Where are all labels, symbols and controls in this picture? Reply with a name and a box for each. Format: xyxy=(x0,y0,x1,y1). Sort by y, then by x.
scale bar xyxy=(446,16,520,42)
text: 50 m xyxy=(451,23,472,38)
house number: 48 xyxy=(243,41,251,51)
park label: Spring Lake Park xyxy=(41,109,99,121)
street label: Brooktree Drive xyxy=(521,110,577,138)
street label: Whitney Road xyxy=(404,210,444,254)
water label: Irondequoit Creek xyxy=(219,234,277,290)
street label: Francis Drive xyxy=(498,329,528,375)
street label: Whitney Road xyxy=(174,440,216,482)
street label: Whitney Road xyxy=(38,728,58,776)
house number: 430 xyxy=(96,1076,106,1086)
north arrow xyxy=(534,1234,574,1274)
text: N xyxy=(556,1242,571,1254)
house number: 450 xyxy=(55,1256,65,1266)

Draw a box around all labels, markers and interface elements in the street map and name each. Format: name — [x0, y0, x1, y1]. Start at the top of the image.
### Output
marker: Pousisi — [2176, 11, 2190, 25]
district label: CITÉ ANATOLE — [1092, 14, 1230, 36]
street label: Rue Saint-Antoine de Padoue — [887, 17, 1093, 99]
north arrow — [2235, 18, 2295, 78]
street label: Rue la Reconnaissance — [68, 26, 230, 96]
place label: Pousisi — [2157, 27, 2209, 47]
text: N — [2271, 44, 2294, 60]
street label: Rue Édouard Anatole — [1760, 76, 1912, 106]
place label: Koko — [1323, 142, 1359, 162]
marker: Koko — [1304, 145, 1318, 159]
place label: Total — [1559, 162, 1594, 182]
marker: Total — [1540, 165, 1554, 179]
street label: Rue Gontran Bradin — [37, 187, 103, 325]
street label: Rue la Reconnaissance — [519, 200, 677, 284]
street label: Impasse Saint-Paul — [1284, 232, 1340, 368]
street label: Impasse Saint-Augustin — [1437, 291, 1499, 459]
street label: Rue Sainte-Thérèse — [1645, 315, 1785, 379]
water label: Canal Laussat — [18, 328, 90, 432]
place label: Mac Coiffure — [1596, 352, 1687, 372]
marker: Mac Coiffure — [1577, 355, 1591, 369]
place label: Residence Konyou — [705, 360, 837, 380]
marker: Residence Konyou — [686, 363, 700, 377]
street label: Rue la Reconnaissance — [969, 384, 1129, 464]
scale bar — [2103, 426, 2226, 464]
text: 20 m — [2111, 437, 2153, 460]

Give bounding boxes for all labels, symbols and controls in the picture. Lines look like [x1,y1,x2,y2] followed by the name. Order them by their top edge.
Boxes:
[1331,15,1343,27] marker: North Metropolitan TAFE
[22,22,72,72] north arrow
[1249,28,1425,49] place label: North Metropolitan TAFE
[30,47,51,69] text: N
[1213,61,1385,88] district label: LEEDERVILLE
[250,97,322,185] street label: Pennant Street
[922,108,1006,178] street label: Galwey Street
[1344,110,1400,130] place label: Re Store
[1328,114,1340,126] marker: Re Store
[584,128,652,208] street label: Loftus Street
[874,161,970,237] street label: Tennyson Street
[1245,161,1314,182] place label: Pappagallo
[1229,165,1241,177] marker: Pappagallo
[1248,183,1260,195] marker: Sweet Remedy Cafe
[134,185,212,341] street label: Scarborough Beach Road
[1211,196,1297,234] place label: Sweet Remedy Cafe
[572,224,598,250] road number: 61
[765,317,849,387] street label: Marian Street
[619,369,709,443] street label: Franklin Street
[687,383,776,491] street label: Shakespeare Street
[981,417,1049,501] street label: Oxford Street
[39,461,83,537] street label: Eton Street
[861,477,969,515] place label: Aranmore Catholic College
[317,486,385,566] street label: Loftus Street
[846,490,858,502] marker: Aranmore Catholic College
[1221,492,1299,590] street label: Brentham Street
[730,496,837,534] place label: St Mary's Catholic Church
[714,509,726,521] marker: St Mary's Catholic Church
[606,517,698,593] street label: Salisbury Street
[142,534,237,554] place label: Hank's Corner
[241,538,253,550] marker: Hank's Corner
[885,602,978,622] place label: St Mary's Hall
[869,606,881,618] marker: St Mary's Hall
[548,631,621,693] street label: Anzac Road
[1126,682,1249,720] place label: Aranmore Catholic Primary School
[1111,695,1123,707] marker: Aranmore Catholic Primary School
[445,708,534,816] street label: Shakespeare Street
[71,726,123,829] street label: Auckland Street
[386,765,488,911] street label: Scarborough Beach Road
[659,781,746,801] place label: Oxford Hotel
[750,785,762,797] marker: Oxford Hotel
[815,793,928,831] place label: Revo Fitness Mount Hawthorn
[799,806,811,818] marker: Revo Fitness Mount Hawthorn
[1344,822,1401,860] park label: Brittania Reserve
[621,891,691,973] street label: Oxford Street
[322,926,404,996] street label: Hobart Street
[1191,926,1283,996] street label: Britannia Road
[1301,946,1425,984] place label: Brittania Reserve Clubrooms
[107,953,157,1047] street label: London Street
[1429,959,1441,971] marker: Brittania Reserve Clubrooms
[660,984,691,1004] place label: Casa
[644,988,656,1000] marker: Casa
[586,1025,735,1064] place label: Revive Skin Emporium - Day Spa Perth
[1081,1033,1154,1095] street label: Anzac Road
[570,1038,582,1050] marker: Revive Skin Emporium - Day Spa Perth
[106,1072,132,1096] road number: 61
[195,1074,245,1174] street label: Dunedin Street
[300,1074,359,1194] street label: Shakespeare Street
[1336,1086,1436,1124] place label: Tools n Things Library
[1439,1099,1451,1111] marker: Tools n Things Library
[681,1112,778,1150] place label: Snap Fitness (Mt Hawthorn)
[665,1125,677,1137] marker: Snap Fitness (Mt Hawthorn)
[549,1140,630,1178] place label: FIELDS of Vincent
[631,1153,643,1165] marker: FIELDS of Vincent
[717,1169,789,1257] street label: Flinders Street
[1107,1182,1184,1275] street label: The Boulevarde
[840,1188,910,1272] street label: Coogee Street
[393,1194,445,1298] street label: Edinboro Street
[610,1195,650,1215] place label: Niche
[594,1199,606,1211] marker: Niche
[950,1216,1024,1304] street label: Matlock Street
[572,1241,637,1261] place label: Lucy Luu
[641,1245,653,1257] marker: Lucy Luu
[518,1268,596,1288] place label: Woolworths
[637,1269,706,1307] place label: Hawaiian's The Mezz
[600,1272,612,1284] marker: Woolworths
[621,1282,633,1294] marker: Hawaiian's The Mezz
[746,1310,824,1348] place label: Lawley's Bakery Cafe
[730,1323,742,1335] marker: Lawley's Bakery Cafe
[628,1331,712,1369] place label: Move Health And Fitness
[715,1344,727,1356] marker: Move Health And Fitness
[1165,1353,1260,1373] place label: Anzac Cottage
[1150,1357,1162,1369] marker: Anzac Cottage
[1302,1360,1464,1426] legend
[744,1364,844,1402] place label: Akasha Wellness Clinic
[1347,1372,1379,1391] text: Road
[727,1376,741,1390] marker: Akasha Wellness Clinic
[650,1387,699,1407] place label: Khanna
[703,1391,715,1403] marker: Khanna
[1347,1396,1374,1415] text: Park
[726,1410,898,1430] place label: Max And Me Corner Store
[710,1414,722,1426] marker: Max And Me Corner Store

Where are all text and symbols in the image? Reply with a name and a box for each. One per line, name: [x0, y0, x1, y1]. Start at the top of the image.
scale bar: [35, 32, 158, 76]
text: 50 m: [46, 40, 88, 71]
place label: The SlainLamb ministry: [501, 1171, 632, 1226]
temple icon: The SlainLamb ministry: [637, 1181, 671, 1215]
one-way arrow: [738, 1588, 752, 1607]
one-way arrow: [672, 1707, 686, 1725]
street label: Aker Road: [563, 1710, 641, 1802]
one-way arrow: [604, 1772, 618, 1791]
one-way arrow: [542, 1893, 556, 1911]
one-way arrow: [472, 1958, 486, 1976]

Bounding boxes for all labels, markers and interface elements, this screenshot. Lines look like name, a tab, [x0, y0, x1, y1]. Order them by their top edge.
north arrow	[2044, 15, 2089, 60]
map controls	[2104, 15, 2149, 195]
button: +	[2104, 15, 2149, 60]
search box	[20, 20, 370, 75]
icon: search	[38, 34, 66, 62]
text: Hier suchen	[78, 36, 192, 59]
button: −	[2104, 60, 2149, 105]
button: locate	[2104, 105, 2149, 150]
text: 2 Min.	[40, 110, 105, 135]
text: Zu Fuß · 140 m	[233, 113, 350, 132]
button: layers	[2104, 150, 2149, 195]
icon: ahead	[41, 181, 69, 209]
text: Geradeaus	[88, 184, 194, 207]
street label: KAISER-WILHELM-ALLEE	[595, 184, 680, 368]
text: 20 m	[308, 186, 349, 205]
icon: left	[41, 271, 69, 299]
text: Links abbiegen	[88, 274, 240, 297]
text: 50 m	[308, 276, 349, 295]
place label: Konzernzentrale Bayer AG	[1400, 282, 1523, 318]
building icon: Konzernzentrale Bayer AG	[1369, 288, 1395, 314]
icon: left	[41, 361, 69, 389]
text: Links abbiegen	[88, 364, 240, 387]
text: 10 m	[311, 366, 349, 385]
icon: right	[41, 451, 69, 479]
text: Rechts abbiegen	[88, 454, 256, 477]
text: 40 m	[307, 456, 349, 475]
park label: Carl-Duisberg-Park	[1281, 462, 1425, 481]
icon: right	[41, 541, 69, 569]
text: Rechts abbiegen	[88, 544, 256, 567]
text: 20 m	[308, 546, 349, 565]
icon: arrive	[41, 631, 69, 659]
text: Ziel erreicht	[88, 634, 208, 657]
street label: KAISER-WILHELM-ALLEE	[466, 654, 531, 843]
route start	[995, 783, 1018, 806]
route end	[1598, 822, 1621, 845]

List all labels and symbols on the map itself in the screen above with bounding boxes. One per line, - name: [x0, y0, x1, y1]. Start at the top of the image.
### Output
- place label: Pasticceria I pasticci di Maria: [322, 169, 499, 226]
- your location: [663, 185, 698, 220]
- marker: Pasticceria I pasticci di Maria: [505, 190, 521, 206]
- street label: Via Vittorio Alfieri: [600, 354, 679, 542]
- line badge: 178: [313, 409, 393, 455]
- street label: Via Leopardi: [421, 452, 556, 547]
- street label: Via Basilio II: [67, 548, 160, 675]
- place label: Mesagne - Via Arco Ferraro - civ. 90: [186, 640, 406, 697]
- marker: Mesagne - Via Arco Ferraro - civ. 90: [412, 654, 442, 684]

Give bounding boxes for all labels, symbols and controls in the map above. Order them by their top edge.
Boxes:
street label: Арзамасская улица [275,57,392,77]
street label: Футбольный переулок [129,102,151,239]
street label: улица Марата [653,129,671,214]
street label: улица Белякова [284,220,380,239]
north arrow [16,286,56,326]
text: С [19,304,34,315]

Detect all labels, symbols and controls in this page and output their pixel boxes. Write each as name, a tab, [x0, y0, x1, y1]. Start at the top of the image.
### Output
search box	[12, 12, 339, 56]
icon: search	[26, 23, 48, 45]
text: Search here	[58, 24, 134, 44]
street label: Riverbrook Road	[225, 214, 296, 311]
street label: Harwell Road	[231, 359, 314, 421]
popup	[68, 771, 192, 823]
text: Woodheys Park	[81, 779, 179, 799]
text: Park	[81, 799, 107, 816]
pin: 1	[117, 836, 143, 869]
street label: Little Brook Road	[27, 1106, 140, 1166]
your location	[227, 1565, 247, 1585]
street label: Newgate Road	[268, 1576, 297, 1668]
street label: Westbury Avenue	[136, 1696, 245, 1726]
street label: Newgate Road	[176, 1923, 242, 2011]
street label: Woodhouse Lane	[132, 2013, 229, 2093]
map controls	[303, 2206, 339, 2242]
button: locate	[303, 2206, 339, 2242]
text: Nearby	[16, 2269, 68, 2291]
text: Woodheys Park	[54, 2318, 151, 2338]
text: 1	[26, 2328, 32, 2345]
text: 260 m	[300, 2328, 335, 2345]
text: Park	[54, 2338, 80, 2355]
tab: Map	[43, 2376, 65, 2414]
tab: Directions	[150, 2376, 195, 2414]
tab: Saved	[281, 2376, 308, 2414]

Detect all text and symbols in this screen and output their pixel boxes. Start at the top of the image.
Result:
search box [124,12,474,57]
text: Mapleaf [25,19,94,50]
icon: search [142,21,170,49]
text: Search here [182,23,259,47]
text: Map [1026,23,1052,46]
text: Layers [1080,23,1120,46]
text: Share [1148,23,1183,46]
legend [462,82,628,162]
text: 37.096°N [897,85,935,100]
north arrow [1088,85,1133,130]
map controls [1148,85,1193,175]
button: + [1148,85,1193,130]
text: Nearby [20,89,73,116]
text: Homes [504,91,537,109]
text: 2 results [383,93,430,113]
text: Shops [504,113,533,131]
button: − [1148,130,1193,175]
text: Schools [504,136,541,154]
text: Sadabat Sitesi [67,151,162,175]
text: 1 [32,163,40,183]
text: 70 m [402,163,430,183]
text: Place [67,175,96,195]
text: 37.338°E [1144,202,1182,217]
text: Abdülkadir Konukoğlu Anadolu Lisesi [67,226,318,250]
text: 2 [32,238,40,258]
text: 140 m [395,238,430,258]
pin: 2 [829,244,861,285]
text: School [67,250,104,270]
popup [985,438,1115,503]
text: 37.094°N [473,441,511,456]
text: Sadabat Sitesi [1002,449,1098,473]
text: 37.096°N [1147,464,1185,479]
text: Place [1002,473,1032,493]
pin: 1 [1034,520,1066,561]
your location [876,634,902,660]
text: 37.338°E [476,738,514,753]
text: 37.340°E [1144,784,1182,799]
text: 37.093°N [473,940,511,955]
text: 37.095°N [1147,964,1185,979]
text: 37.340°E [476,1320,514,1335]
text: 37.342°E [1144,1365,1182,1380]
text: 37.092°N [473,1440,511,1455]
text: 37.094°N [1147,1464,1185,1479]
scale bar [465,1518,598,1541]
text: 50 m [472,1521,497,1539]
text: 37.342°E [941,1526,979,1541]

####################

#### Assigned task
Select and copy every line of the material that holds the string "Nearby".

#### Solution for this exercise
text: Nearby	[16, 2269, 68, 2291]
text: Nearby [20,89,73,116]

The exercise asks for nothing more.